Stored items:
::::::::::
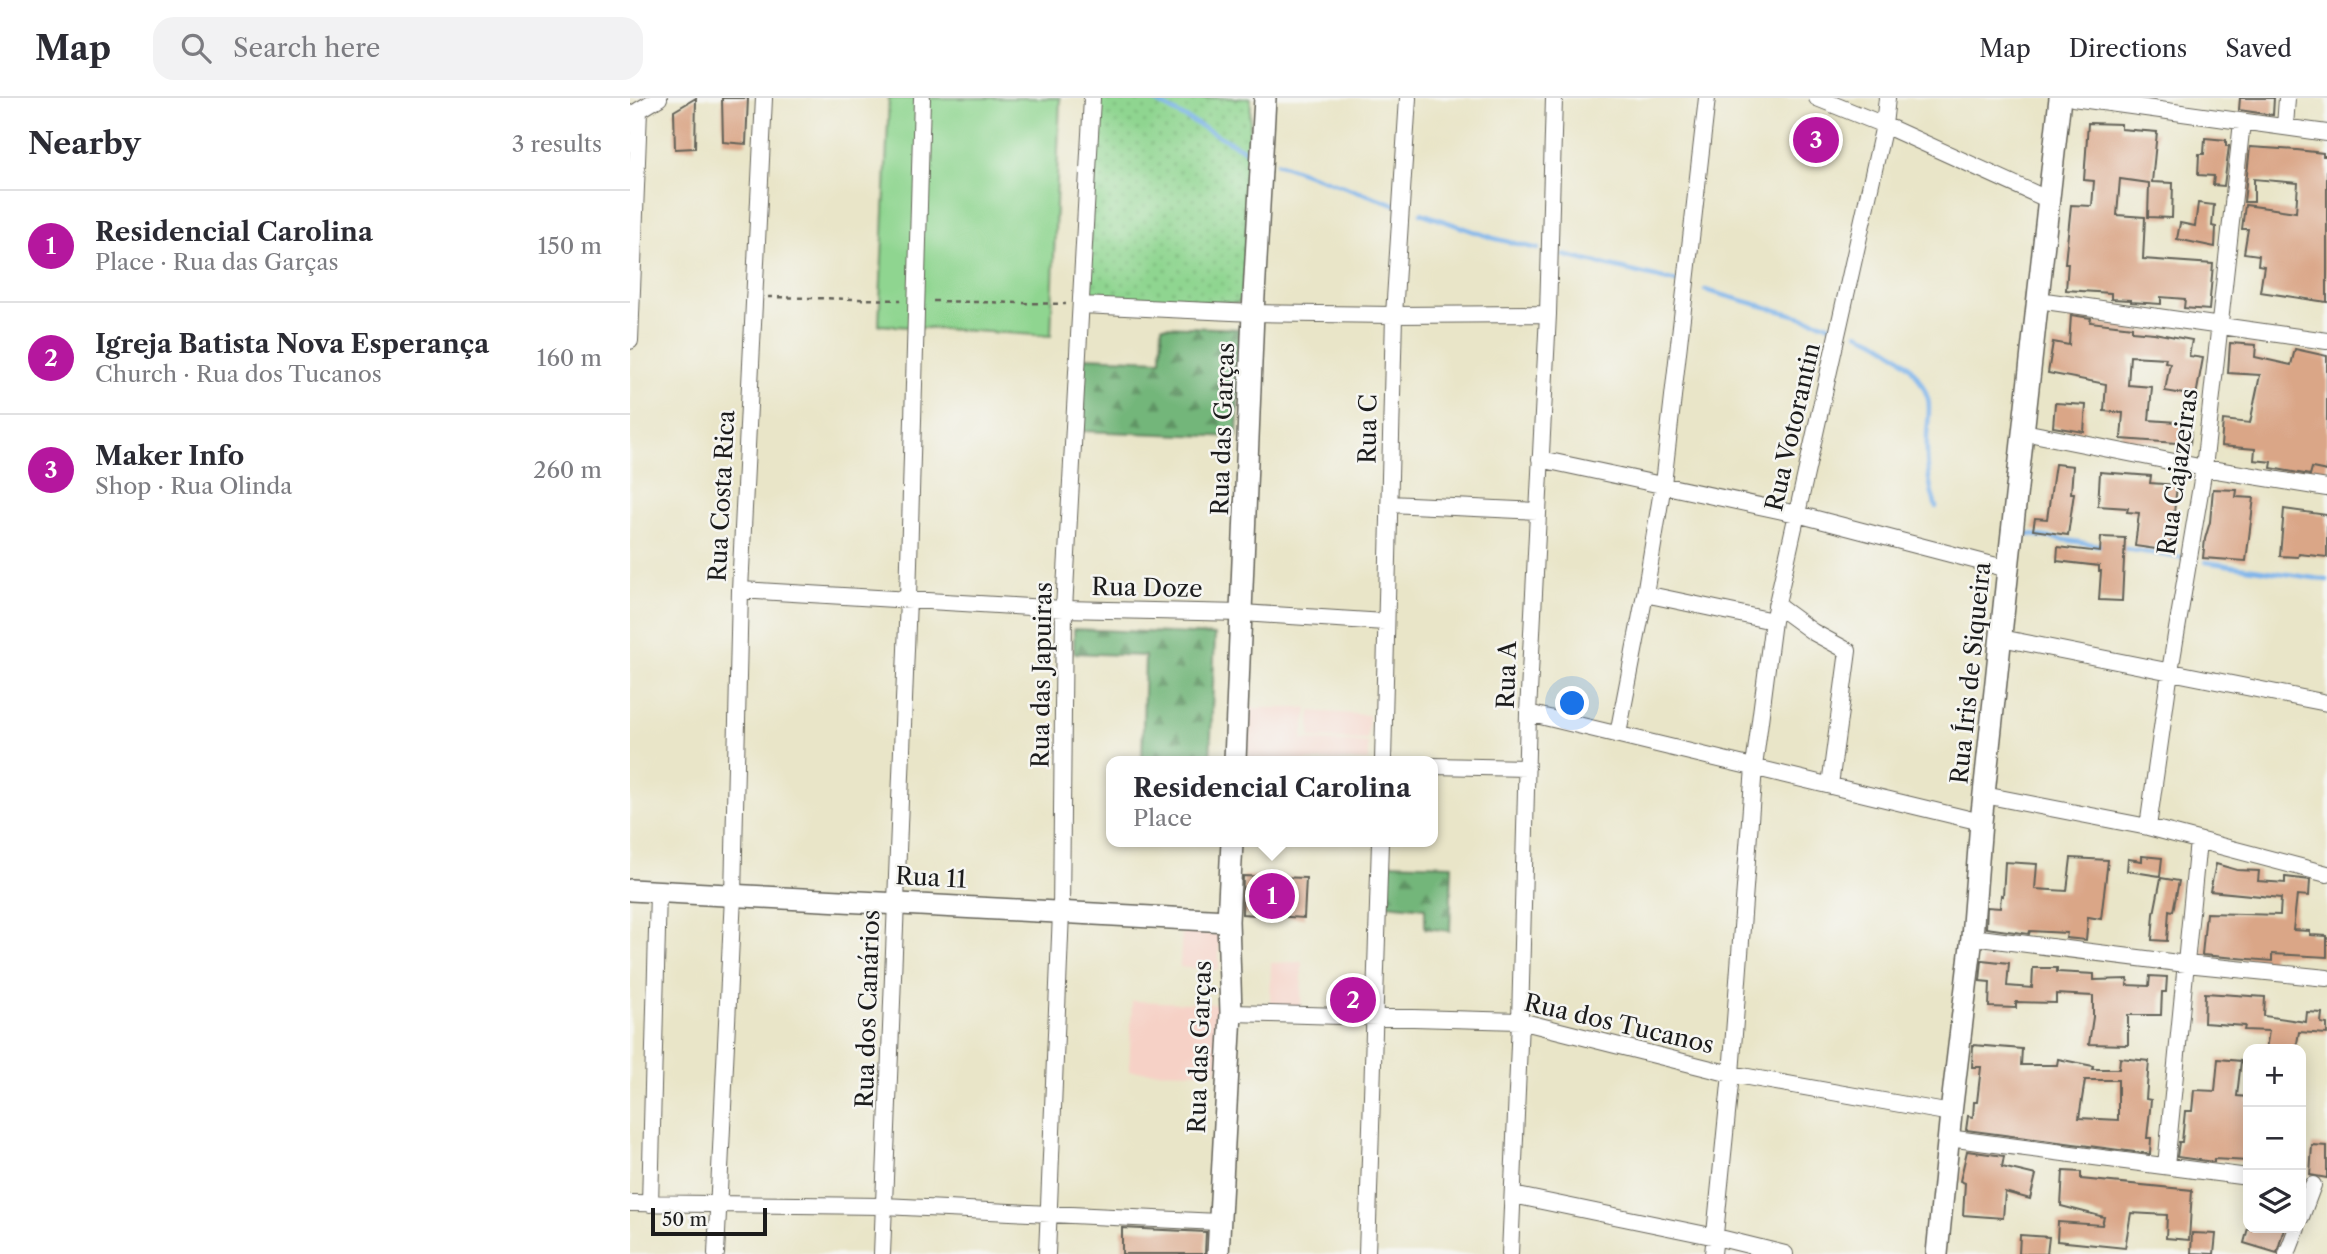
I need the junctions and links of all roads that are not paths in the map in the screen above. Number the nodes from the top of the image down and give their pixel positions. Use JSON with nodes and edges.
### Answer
{"nodes":[{"id":1,"x":659,"y":98,"type":"edge"},
{"id":2,"x":764,"y":98,"type":"edge"},
{"id":3,"x":922,"y":98,"type":"edge"},
{"id":4,"x":1092,"y":98,"type":"edge"},
{"id":5,"x":1265,"y":98,"type":"edge"},
{"id":6,"x":1408,"y":98,"type":"edge"},
{"id":7,"x":1554,"y":98,"type":"edge"},
{"id":8,"x":1707,"y":98,"type":"edge"},
{"id":9,"x":1817,"y":98,"type":"edge"},
{"id":10,"x":1887,"y":98,"type":"edge"},
{"id":11,"x":2060,"y":98,"type":"edge"},
{"id":12,"x":2073,"y":98,"type":"edge"},
{"id":13,"x":2287,"y":98,"type":"edge"},
{"id":14,"x":634,"y":113,"type":"edge"},
{"id":15,"x":2242,"y":122,"type":"junction"},
{"id":16,"x":1884,"y":125,"type":"junction"},
{"id":17,"x":2285,"y":127,"type":"junction"},
{"id":18,"x":2327,"y":133,"type":"edge"},
{"id":19,"x":2049,"y":200,"type":"junction"},
{"id":20,"x":2038,"y":300,"type":"junction"},
{"id":21,"x":1082,"y":305,"type":"junction"},
{"id":22,"x":1253,"y":313,"type":"junction"},
{"id":23,"x":1548,"y":314,"type":"junction"},
{"id":24,"x":1394,"y":315,"type":"junction"},
{"id":25,"x":2220,"y":326,"type":"junction"},
{"id":26,"x":630,"y":341,"type":"edge"},
{"id":27,"x":2327,"y":341,"type":"edge"},
{"id":28,"x":2024,"y":432,"type":"junction"},
{"id":29,"x":1540,"y":459,"type":"junction"},
{"id":30,"x":2204,"y":468,"type":"junction"},
{"id":31,"x":1663,"y":484,"type":"junction"},
{"id":32,"x":2327,"y":488,"type":"edge"},
{"id":33,"x":1389,"y":505,"type":"junction"},
{"id":34,"x":1537,"y":511,"type":"junction"},
{"id":35,"x":1797,"y":514,"type":"junction"},
{"id":36,"x":2008,"y":569,"type":"junction"},
{"id":37,"x":740,"y":590,"type":"junction"},
{"id":38,"x":1645,"y":594,"type":"junction"},
{"id":39,"x":908,"y":598,"type":"junction"},
{"id":40,"x":1064,"y":609,"type":"junction"},
{"id":41,"x":1242,"y":613,"type":"junction"},
{"id":42,"x":1774,"y":613,"type":"junction"},
{"id":43,"x":1385,"y":622,"type":"junction"},
{"id":44,"x":2001,"y":638,"type":"junction"},
{"id":45,"x":2169,"y":671,"type":"junction"},
{"id":46,"x":2327,"y":703,"type":"edge"},
{"id":47,"x":1528,"y":713,"type":"junction"},
{"id":48,"x":1618,"y":734,"type":"junction"},
{"id":49,"x":1235,"y":756,"type":"edge"},
{"id":50,"x":1383,"y":756,"type":"edge"},
{"id":51,"x":1438,"y":766,"type":"edge"},
{"id":52,"x":1754,"y":767,"type":"junction"},
{"id":53,"x":1527,"y":768,"type":"junction"},
{"id":54,"x":1830,"y":785,"type":"junction"},
{"id":55,"x":1984,"y":795,"type":"junction"},
{"id":56,"x":1981,"y":821,"type":"junction"},
{"id":57,"x":2148,"y":827,"type":"junction"},
{"id":58,"x":2198,"y":841,"type":"junction"},
{"id":59,"x":1232,"y":847,"type":"edge"},
{"id":60,"x":1380,"y":847,"type":"edge"},
{"id":61,"x":2327,"y":874,"type":"edge"},
{"id":62,"x":630,"y":890,"type":"edge"},
{"id":63,"x":657,"y":891,"type":"junction"},
{"id":64,"x":733,"y":896,"type":"junction"},
{"id":65,"x":895,"y":902,"type":"junction"},
{"id":66,"x":1061,"y":912,"type":"junction"},
{"id":67,"x":1228,"y":921,"type":"junction"},
{"id":68,"x":1972,"y":937,"type":"junction"},
{"id":69,"x":2186,"y":964,"type":"junction"},
{"id":70,"x":2327,"y":978,"type":"edge"},
{"id":71,"x":1231,"y":1013,"type":"junction"},
{"id":72,"x":1373,"y":1016,"type":"junction"},
{"id":73,"x":1520,"y":1021,"type":"junction"},
{"id":74,"x":1731,"y":1074,"type":"junction"},
{"id":75,"x":1951,"y":1113,"type":"junction"},
{"id":76,"x":1948,"y":1138,"type":"junction"},
{"id":77,"x":2166,"y":1167,"type":"junction"},
{"id":78,"x":2243,"y":1176,"type":"edge"},
{"id":79,"x":2313,"y":1185,"type":"edge"},
{"id":80,"x":1513,"y":1195,"type":"junction"},
{"id":81,"x":630,"y":1203,"type":"edge"},
{"id":82,"x":650,"y":1204,"type":"junction"},
{"id":83,"x":720,"y":1204,"type":"junction"},
{"id":84,"x":2306,"y":1204,"type":"edge"},
{"id":85,"x":883,"y":1206,"type":"junction"},
{"id":86,"x":1050,"y":1213,"type":"junction"},
{"id":87,"x":1218,"y":1222,"type":"junction"},
{"id":88,"x":2295,"y":1233,"type":"edge"},
{"id":89,"x":1716,"y":1237,"type":"junction"},
{"id":90,"x":716,"y":1254,"type":"edge"},
{"id":91,"x":882,"y":1254,"type":"edge"},
{"id":92,"x":1047,"y":1254,"type":"edge"},
{"id":93,"x":1218,"y":1254,"type":"edge"},
{"id":94,"x":1367,"y":1254,"type":"edge"},
{"id":95,"x":1510,"y":1254,"type":"edge"},
{"id":96,"x":1713,"y":1254,"type":"edge"},
{"id":97,"x":1785,"y":1254,"type":"edge"},
{"id":98,"x":1937,"y":1254,"type":"edge"},
{"id":99,"x":2287,"y":1254,"type":"edge"}],
"edges":[{"from":1,"to":14,"type":"street"},
{"from":2,"to":37,"type":"street","name":"Rua Costa Rica"},
{"from":3,"to":39,"type":"street","name":"Rua dos Canários"},
{"from":4,"to":21,"type":"street","name":"Rua das Japuiras"},
{"from":5,"to":22,"type":"street","name":"Rua das Garças"},
{"from":6,"to":24,"type":"street","name":"Rua C"},
{"from":7,"to":23,"type":"street","name":"Rua A"},
{"from":8,"to":31,"type":"street"},
{"from":9,"to":16,"type":"street"},
{"from":10,"to":16,"type":"street","name":"Rua Votorantin"},
{"from":11,"to":19,"type":"street","name":"Rua Íris de Siqueira"},
{"from":12,"to":15,"type":"street"},
{"from":13,"to":17,"type":"street"},
{"from":14,"to":26,"type":"street"},
{"from":15,"to":17,"type":"street"},
{"from":15,"to":25,"type":"street","name":"Rua Cajazeiras"},
{"from":16,"to":19,"type":"street"},
{"from":16,"to":35,"type":"street","name":"Rua Votorantin"},
{"from":17,"to":18,"type":"street"},
{"from":19,"to":20,"type":"street","name":"Rua Íris de Siqueira"},
{"from":20,"to":25,"type":"street"},
{"from":20,"to":28,"type":"street","name":"Rua Íris de Siqueira"},
{"from":21,"to":22,"type":"street"},
{"from":21,"to":40,"type":"street","name":"Rua das Japuiras"},
{"from":22,"to":24,"type":"street"},
{"from":22,"to":41,"type":"street","name":"Rua das Garças"},
{"from":23,"to":24,"type":"street"},
{"from":23,"to":29,"type":"street","name":"Rua A"},
{"from":24,"to":33,"type":"street","name":"Rua C"},
{"from":25,"to":27,"type":"street"},
{"from":25,"to":30,"type":"street","name":"Rua Cajazeiras"},
{"from":28,"to":30,"type":"street"},
{"from":28,"to":36,"type":"street","name":"Rua Íris de Siqueira"},
{"from":29,"to":31,"type":"street"},
{"from":29,"to":34,"type":"street","name":"Rua A"},
{"from":30,"to":32,"type":"street"},
{"from":30,"to":45,"type":"street","name":"Rua Cajazeiras"},
{"from":31,"to":35,"type":"street"},
{"from":31,"to":38,"type":"street"},
{"from":33,"to":34,"type":"street"},
{"from":33,"to":43,"type":"street","name":"Rua C"},
{"from":34,"to":47,"type":"street","name":"Rua A"},
{"from":35,"to":36,"type":"street"},
{"from":35,"to":42,"type":"street","name":"Rua Votorantin"},
{"from":36,"to":44,"type":"street","name":"Rua Íris de Siqueira"},
{"from":37,"to":39,"type":"street","name":"Rua Doze"},
{"from":37,"to":64,"type":"street","name":"Rua Costa Rica"},
{"from":38,"to":42,"type":"street"},
{"from":38,"to":48,"type":"street"},
{"from":39,"to":40,"type":"street","name":"Rua Doze"},
{"from":39,"to":65,"type":"street","name":"Rua dos Canários"},
{"from":40,"to":41,"type":"street","name":"Rua Doze"},
{"from":40,"to":66,"type":"street","name":"Rua das Japuiras"},
{"from":41,"to":43,"type":"street","name":"Rua Doze"},
{"from":41,"to":49,"type":"street","name":"Rua das Garças"},
{"from":42,"to":52,"type":"street","name":"Rua Votorantin"},
{"from":42,"to":54,"type":"street"},
{"from":43,"to":50,"type":"street","name":"Rua C"},
{"from":44,"to":45,"type":"street"},
{"from":44,"to":55,"type":"street","name":"Rua Íris de Siqueira"},
{"from":45,"to":46,"type":"street"},
{"from":45,"to":57,"type":"street","name":"Rua Cajazeiras"},
{"from":47,"to":48,"type":"street"},
{"from":47,"to":53,"type":"street","name":"Rua A"},
{"from":48,"to":52,"type":"street"},
{"from":51,"to":53,"type":"street"},
{"from":52,"to":54,"type":"street"},
{"from":52,"to":74,"type":"street","name":"Rua Votorantin"},
{"from":53,"to":73,"type":"street","name":"Rua A"},
{"from":54,"to":56,"type":"street"},
{"from":55,"to":56,"type":"street","name":"Rua Íris de Siqueira"},
{"from":55,"to":57,"type":"street"},
{"from":56,"to":68,"type":"street","name":"Rua Íris de Siqueira"},
{"from":57,"to":58,"type":"street"},
{"from":58,"to":61,"type":"street"},
{"from":58,"to":69,"type":"street"},
{"from":59,"to":67,"type":"street","name":"Rua das Garças"},
{"from":60,"to":72,"type":"street"},
{"from":62,"to":63,"type":"street","name":"Rua 11"},
{"from":63,"to":64,"type":"street","name":"Rua 11"},
{"from":63,"to":82,"type":"street"},
{"from":64,"to":65,"type":"street","name":"Rua 11"},
{"from":64,"to":83,"type":"street","name":"Rua Costa Rica"},
{"from":65,"to":66,"type":"street","name":"Rua 11"},
{"from":65,"to":85,"type":"street","name":"Rua dos Canários"},
{"from":66,"to":67,"type":"street","name":"Rua 11"},
{"from":66,"to":86,"type":"street","name":"Rua das Japuiras"},
{"from":67,"to":71,"type":"street","name":"Rua das Garças"},
{"from":68,"to":69,"type":"street"},
{"from":68,"to":75,"type":"street","name":"Rua Íris de Siqueira"},
{"from":69,"to":70,"type":"street"},
{"from":69,"to":77,"type":"street"},
{"from":71,"to":72,"type":"street","name":"Rua dos Tucanos"},
{"from":71,"to":87,"type":"street","name":"Rua das Garças"},
{"from":72,"to":73,"type":"street","name":"Rua dos Tucanos"},
{"from":72,"to":94,"type":"street"},
{"from":73,"to":74,"type":"street","name":"Rua dos Tucanos"},
{"from":73,"to":80,"type":"street","name":"Rua A"},
{"from":74,"to":75,"type":"street","name":"Rua dos Tucanos"},
{"from":74,"to":89,"type":"street","name":"Rua Votorantin"},
{"from":75,"to":76,"type":"street","name":"Rua Íris de Siqueira"},
{"from":76,"to":77,"type":"street"},
{"from":76,"to":98,"type":"street","name":"Rua Íris de Siqueira"},
{"from":77,"to":78,"type":"street"},
{"from":79,"to":84,"type":"street"},
{"from":80,"to":89,"type":"street"},
{"from":80,"to":95,"type":"street","name":"Rua A"},
{"from":81,"to":82,"type":"street"},
{"from":82,"to":83,"type":"street"},
{"from":83,"to":85,"type":"street"},
{"from":83,"to":90,"type":"street","name":"Rua Costa Rica"},
{"from":85,"to":86,"type":"street"},
{"from":85,"to":91,"type":"street","name":"Rua dos Canários"},
{"from":86,"to":87,"type":"street"},
{"from":86,"to":92,"type":"street","name":"Rua das Japuiras"},
{"from":87,"to":93,"type":"street","name":"Rua das Garças"},
{"from":88,"to":99,"type":"street"},
{"from":89,"to":96,"type":"street","name":"Rua Votorantin"},
{"from":89,"to":97,"type":"street"}]}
::::::::::
If a line in the data above holds the string "Votorantin", report that line.

OUTPUT BELOW:
{"from":10,"to":16,"type":"street","name":"Rua Votorantin"},
{"from":16,"to":35,"type":"street","name":"Rua Votorantin"},
{"from":35,"to":42,"type":"street","name":"Rua Votorantin"},
{"from":42,"to":52,"type":"street","name":"Rua Votorantin"},
{"from":52,"to":74,"type":"street","name":"Rua Votorantin"},
{"from":74,"to":89,"type":"street","name":"Rua Votorantin"},
{"from":89,"to":96,"type":"street","name":"Rua Votorantin"},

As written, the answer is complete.